The run defense was already a quiet strength — minus 18.51 in rushing expected points added allowed, 4.2 yards per carry surrendered — and Kansas City doubled down at the back of round one with Clemson defensive tackle Peter Woods. A 7.60 Relative Athletic Score puts him in the upper third of defensive tackles tested since 1987. He's 21. He posted 29 tackles, 2.5 tackles for loss, 1.5 sacks — and got eight goal-line carries for two rushing touchdowns, which tells you everything about his lower-body power. The GM called him a prototype three-technique who can slide to nose, heavy-handed, ascending. That's how you keep a strength a strength.

On the passing offense, Kansas City waited until day three and bet on production. Round five, pick 176, Cincinnati receiver Cyrus Allen: 50 catches, 660 yards, 12 receiving touchdowns — that touchdown total led the Big 12 and ranked 8th nationally. His predicted points added (the college equivalent of NFL expected points added) was plus 0.62 per play, plus 40.94 on the season. That's loud for a fifth-rounder. The Relative Athletic Score sits at 8.69 — top-15-percent athleticism at the position. At pick 249, LSU quarterback Garrett Nussmeier — 1,927 yards, 12-to-5 touchdown-to-interception split, plus 66.18 in total predicted points added in the SEC. A developmental room add behind the franchise quarterback, and the value at 249 is real.
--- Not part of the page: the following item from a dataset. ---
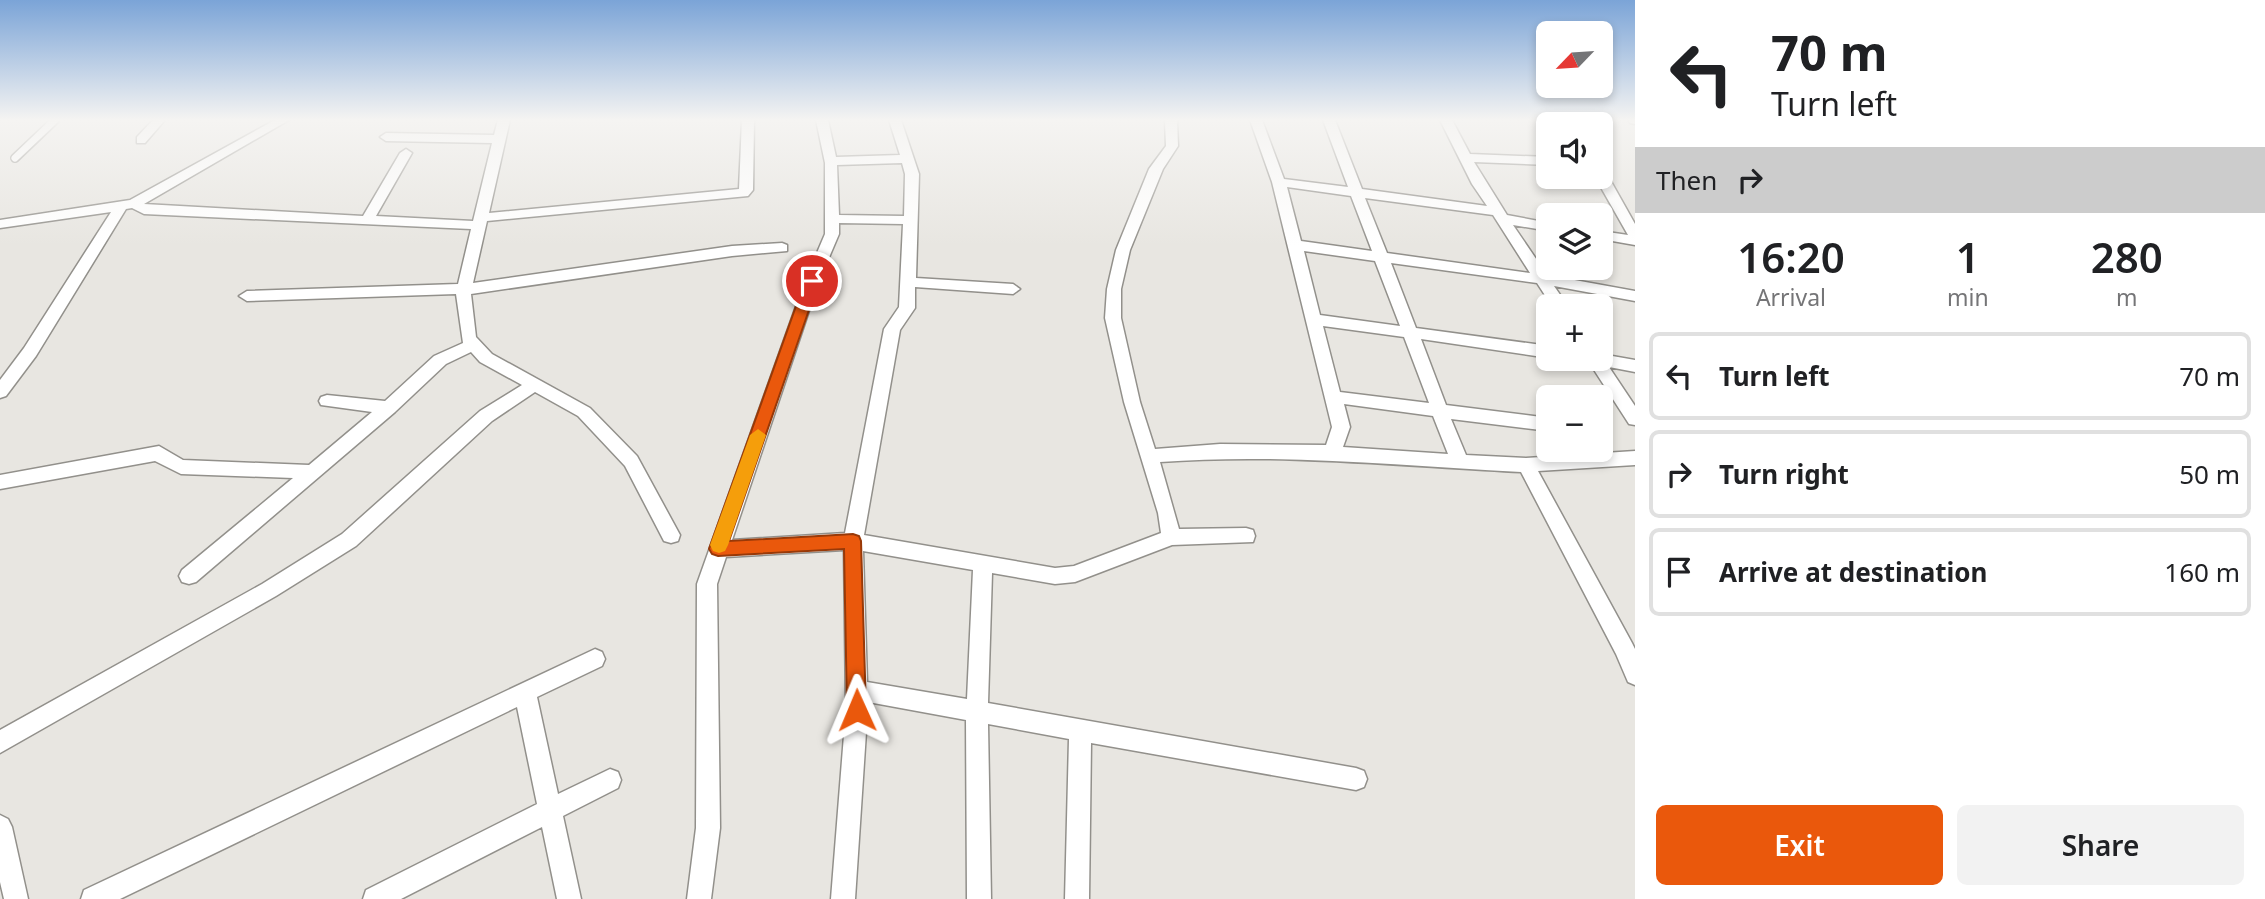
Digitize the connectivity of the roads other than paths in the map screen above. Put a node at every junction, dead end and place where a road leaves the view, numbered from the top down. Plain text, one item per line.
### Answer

The rushing offense got one swing, and it was a good one. The 2025 ground game averaged just 107 yards a game and barely cleared zero in per-carry expected points added — so at pick 161, Nebraska's Emmett Johnson. 251 carries, 1,451 yards, 12 touchdowns on the ground, plus 46 catches for 370 out of the backfield. That rushing total led the Big Ten and ranked 11th nationally. The 5.76 Relative Athletic Score is middle-of-the-road, but a dual-threat back at 22 in the fifth is exactly the swing this offense needed.

Pick of the draft is Delane, and the case isn't just that he went sixth. You can argue Woods. You can argue Thomas. Delane is the one because of positional scarcity and the GM's conviction. Premium man-coverage corners who run 4.38, transfer up to the SEC, and get more consistent — not less — don't fall to you twice. The GM said Delane answered every question about his speed at his pro-day, and the front office had been tracking him since 2024 at Virginia Tech. Edge rushers like Thomas come through every draft. Three-techniques like Woods come through most drafts. A locked-in cover corner who steps up to LSU and ascends? Rare. First card in.
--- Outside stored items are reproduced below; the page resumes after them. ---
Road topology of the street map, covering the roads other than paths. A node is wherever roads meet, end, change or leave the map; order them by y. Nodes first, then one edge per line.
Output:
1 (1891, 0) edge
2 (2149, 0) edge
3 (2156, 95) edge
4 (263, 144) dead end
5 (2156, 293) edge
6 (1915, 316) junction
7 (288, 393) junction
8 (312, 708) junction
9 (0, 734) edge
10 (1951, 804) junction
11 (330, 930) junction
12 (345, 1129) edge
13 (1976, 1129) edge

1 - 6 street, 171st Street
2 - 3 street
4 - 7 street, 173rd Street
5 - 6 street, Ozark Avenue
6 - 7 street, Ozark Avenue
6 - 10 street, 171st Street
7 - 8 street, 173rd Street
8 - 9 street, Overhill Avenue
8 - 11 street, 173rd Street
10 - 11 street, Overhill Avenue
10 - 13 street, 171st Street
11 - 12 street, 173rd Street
Looking ahead to 2026, the biggest thing to watch is whether this defense actually plays faster — because that was the stated mission of the entire class. A 4.38 corner, a 4.65 edge, and a 7.60-Relative-Athletic-Score interior disruptor are all in the building. The question is whether 13 takeaways across 17 games turns into a real turnover number when those three share the field. The offense got depth and a touchdown-machine slot receiver but no premium investment, so the pressure on this defense to carry games is real. If the speed shows up on Sundays, this class smashed. If takeaways stay at 0.8 a game, the conversation gets harder. Kansas City picked a lane and went all the way down it.